The Evolutionary importance of mass extinctions like the one we are in now

Evolutionary importance

Mass extinctions have sometimes accelerated the evolution of life on Earth. When dominance of particular ecological niches passes from one group of organisms to another, it is rarely because the new dominant group is "superior" to the old and usually because an extinction event eliminates the old dominant group and makes way for the new one.[18][19]
For example, mammaliformes ("almost mammals") and then mammals existed throughout the reign of the dinosaurs, but could not compete for the large terrestrial vertebrate niches which dinosaurs monopolized. The end-Cretaceous mass extinction removed the non-avian dinosaurs and made it possible for mammals to expand into the large terrestrial vertebrate niches. Ironically, the dinosaurs themselves had been beneficiaries of a previous mass extinction, the end-Triassic, which eliminated most of their chief rivals, the crurotarsans.

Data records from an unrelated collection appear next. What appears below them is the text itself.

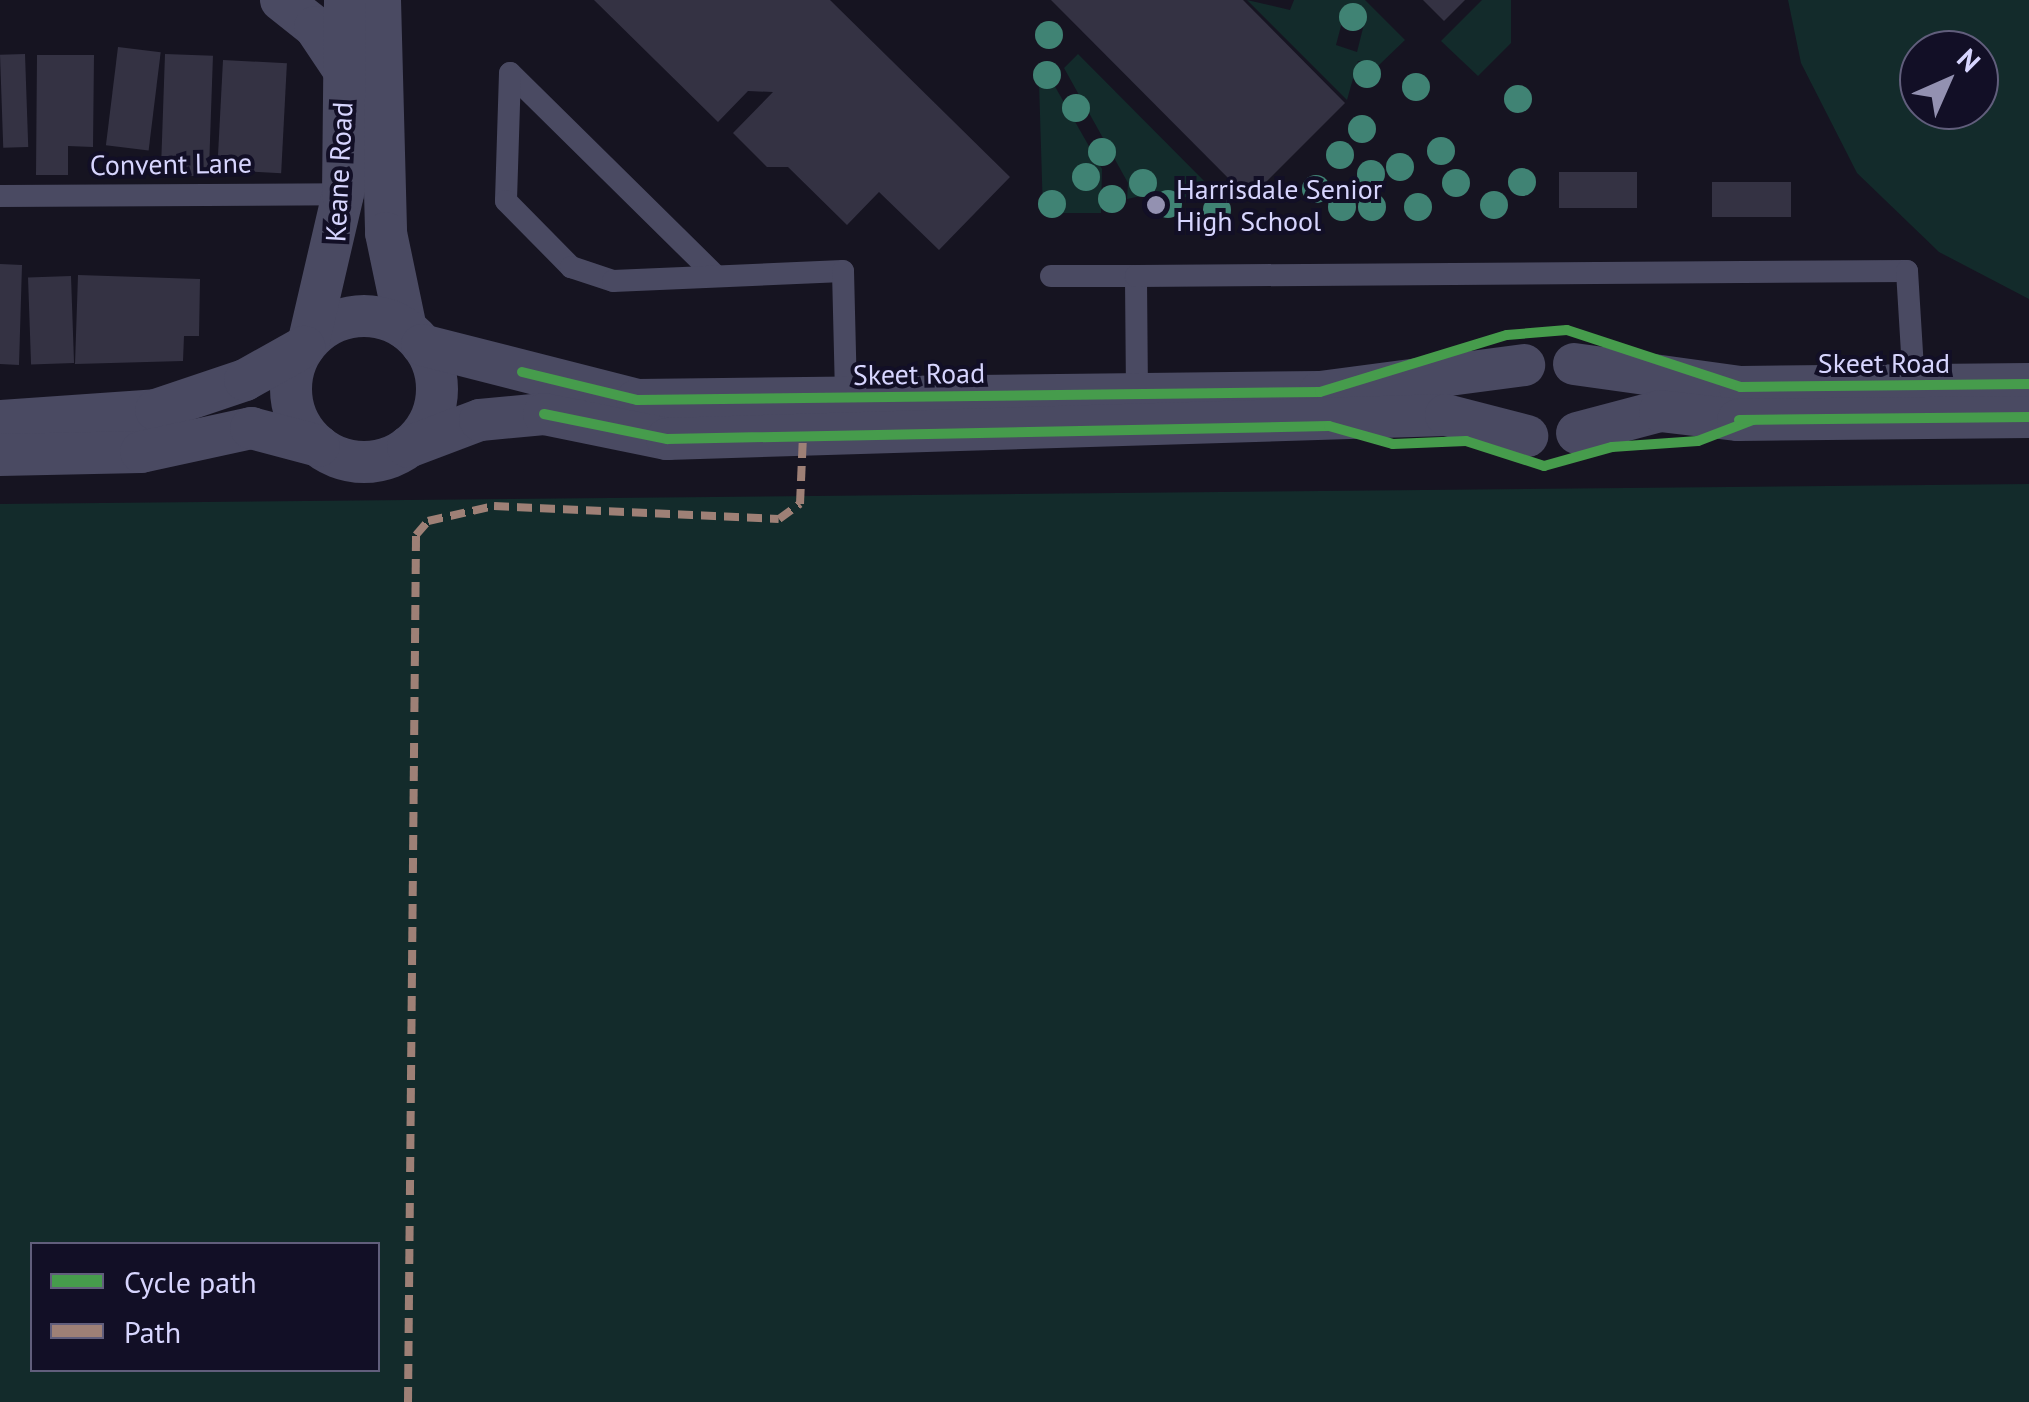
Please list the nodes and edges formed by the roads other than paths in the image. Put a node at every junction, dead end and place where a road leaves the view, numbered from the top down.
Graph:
1 (281, 0) edge
2 (345, 0) edge
3 (380, 0) edge
4 (343, 69) junction
5 (343, 194) junction
6 (0, 196) edge
7 (716, 276) junction
8 (1051, 276) dead end
9 (1136, 276) junction
10 (414, 337) junction
11 (306, 343) junction
12 (1524, 364) junction
13 (1574, 364) junction
14 (2029, 384) edge
15 (1914, 386) junction
16 (1138, 394) junction
17 (846, 398) junction
18 (2029, 417) edge
19 (0, 421) edge
20 (1576, 434) junction
21 (1527, 436) junction
22 (319, 446) junction
23 (408, 447) junction
24 (0, 456) edge

1 - 4 street
2 - 4 street, Keane Road
3 - 10 street, Keane Road
4 - 5 street, Keane Road
5 - 6 lane, Convent Lane
5 - 11 street, Keane Road
7 - 7 lane
7 - 17 lane
8 - 9 lane
9 - 15 lane
9 - 16 lane
10 - 11 street
10 - 17 street, Skeet Road
10 - 23 street
11 - 19 street
11 - 22 street
12 - 13 street
12 - 16 street, Skeet Road
12 - 21 street
13 - 15 street, Skeet Road
13 - 20 street
14 - 15 street, Skeet Road
16 - 17 street, Skeet Road
18 - 20 street, Skeet Road
20 - 21 street
21 - 23 street, Skeet Road
22 - 23 street
22 - 24 street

Another point of view put forward in the Escalation hypothesis predicts that species in ecological niches with more organism-to-organism conflict will be less likely to survive extinctions. This is because the very traits that keep a species numerous and viable under fairly static conditions become a burden once population levels fall among competing organisms during the dynamics of an extinction event.
Furthermore, many groups which survive mass extinctions do not recover in numbers or diversity, and many of these go into long-term decline, and these are often referred to as "Dead Clades Walking".[20]
Darwin was firmly of the opinion that biotic interactions, such as competition for food and space—the ‘struggle for existence’—were of considerably greater importance in promoting evolution and extinction than changes in the physical environment. He expressed this in The Origin of Species: "Species are produced and exterminated by slowly acting causes…and the most import of all causes of organic change is one which is almost independent of altered…physical conditions, namely the mutual relation of organism to organism-the improvement of one organism entailing the improvement or extermination of others".[21]